Go through the data underneath and report how many lines hold the string "from", giving only the number.

Stored data
*** Begin section ***

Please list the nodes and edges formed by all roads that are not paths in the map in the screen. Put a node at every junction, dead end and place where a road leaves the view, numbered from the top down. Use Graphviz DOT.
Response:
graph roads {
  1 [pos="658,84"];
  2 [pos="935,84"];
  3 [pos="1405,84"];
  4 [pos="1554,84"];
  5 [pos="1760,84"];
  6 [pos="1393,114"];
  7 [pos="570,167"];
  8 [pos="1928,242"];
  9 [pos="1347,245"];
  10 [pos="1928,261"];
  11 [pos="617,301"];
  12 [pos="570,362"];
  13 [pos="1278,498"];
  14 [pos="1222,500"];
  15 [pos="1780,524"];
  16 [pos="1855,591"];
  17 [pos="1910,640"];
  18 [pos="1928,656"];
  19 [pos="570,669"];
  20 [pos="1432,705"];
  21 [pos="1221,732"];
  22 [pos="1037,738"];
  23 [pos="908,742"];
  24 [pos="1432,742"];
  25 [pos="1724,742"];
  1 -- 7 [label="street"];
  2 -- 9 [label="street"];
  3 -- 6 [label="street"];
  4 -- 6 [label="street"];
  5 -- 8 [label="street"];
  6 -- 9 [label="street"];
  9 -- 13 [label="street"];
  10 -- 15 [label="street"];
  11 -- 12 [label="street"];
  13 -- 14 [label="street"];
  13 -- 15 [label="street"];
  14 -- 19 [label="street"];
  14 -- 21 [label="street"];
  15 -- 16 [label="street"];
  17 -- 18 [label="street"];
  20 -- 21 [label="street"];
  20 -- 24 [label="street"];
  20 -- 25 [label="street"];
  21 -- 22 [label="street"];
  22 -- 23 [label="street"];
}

*** End section ***
*** Begin section ***

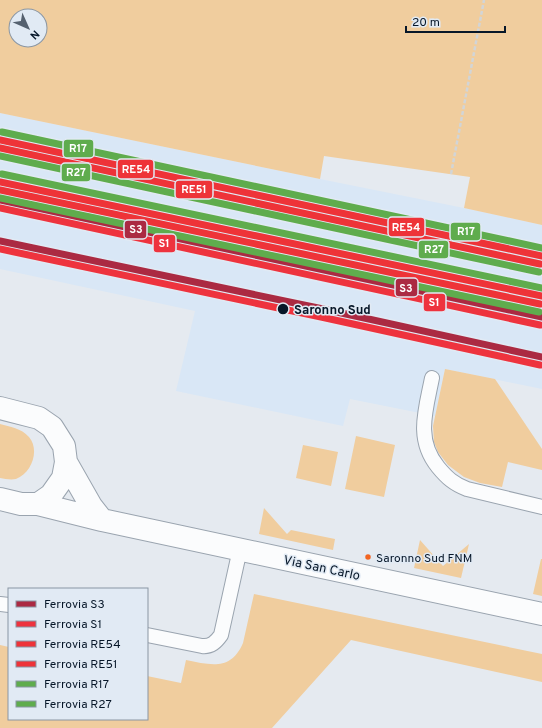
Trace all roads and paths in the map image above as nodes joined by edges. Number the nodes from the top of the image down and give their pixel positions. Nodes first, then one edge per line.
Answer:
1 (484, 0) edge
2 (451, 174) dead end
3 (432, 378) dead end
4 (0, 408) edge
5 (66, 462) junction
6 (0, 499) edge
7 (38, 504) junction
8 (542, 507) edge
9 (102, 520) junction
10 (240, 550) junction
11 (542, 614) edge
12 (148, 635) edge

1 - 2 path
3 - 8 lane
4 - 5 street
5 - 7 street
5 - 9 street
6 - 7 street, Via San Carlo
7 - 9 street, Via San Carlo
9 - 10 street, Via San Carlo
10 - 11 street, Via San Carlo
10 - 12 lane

*** End section ***

Reply to the exercise:
2